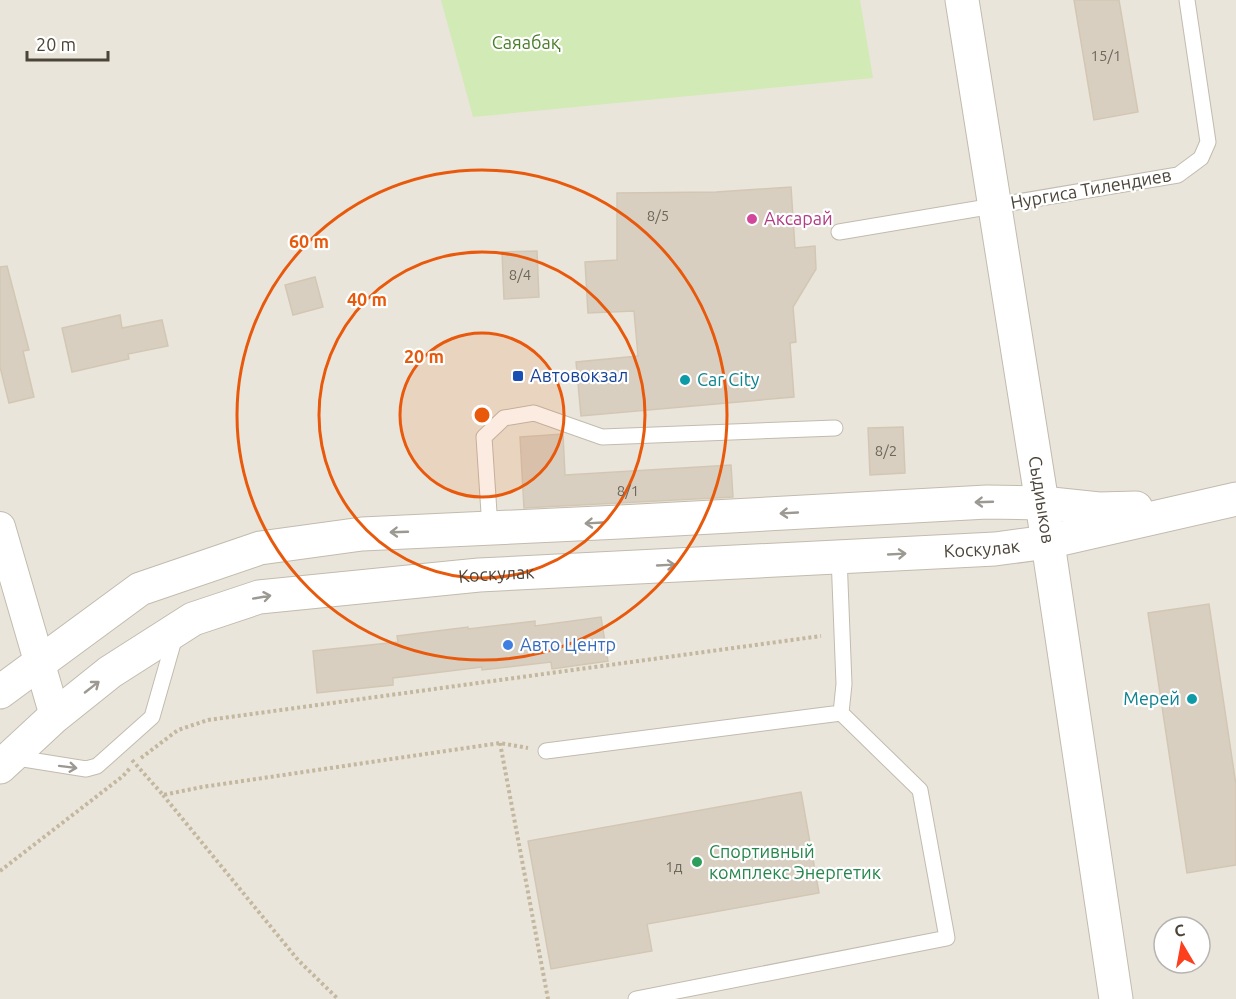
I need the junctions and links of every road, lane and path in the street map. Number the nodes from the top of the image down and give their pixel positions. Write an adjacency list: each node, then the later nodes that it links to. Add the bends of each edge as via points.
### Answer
1 (962, 0): 3 (street, Сыдиыков)
2 (1187, 0): 3 (lane, Нургиса Тилендиев, via 1208,142 1201,158 1178,176)
3 (994, 206): 4 (lane, Нургиса Тилендиев); 7 (street, Сыдиыков)
4 (839, 232)
5 (835, 428): 9 (lane, via 602,437 534,413 504,418 484,437)
6 (1235, 499): 7 (street, via 1130,509); 10 (street, Коскулак)
7 (1042, 503): 9 (street, one-way to 9, via 987,502); 10 (street, Сыдиыков)
8 (0, 528): 14 (street)
9 (490, 528): 14 (street, one-way to 14, via 362,534 260,548 140,589)
10 (1048, 542): 11 (street, Коскулак, one-way to 10, via 995,549); 27 (street, Сыдиыков)
11 (839, 556): 12 (street, Коскулак, one-way to 11, via 193,619 259,597 479,575); 13 (lane)
12 (177, 629): 17 (street, Коскулак, one-way to 12, via 110,672); 20 (lane, one-way to 12, via 86,769 97,766 152,717)
13 (842, 633): 16 (lane); 21 (path, via 208,720 178,730)
14 (39, 664): 15 (street); 17 (street)
15 (0, 692)
16 (841, 713): 19 (lane); 26 (lane, via 920,790 947,938)
17 (55, 716): 20 (street, Коскулак)
18 (500, 743): 19 (path); 22 (path); 25 (path)
19 (546, 751)
20 (5, 762)
21 (135, 763): 22 (path); 23 (path)
22 (163, 795): 24 (path, via 298,960)
23 (0, 871)
24 (338, 999)
25 (548, 999)
26 (636, 999)
27 (1116, 999)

**What you should do:** What you give back must match the material word for word, with no images included.

**Written answer:**
I need the junctions and links of every road, lane and path in the street map. Number the nodes from the top of the image down and give their pixel positions. Write an adjacency list: each node, then the later nodes that it links to. Add the bends of each edge as via points.
### Answer
1 (962, 0): 3 (street, Сыдиыков)
2 (1187, 0): 3 (lane, Нургиса Тилендиев, via 1208,142 1201,158 1178,176)
3 (994, 206): 4 (lane, Нургиса Тилендиев); 7 (street, Сыдиыков)
4 (839, 232)
5 (835, 428): 9 (lane, via 602,437 534,413 504,418 484,437)
6 (1235, 499): 7 (street, via 1130,509); 10 (street, Коскулак)
7 (1042, 503): 9 (street, one-way to 9, via 987,502); 10 (street, Сыдиыков)
8 (0, 528): 14 (street)
9 (490, 528): 14 (street, one-way to 14, via 362,534 260,548 140,589)
10 (1048, 542): 11 (street, Коскулак, one-way to 10, via 995,549); 27 (street, Сыдиыков)
11 (839, 556): 12 (street, Коскулак, one-way to 11, via 193,619 259,597 479,575); 13 (lane)
12 (177, 629): 17 (street, Коскулак, one-way to 12, via 110,672); 20 (lane, one-way to 12, via 86,769 97,766 152,717)
13 (842, 633): 16 (lane); 21 (path, via 208,720 178,730)
14 (39, 664): 15 (street); 17 (street)
15 (0, 692)
16 (841, 713): 19 (lane); 26 (lane, via 920,790 947,938)
17 (55, 716): 20 (street, Коскулак)
18 (500, 743): 19 (path); 22 (path); 25 (path)
19 (546, 751)
20 (5, 762)
21 (135, 763): 22 (path); 23 (path)
22 (163, 795): 24 (path, via 298,960)
23 (0, 871)
24 (338, 999)
25 (548, 999)
26 (636, 999)
27 (1116, 999)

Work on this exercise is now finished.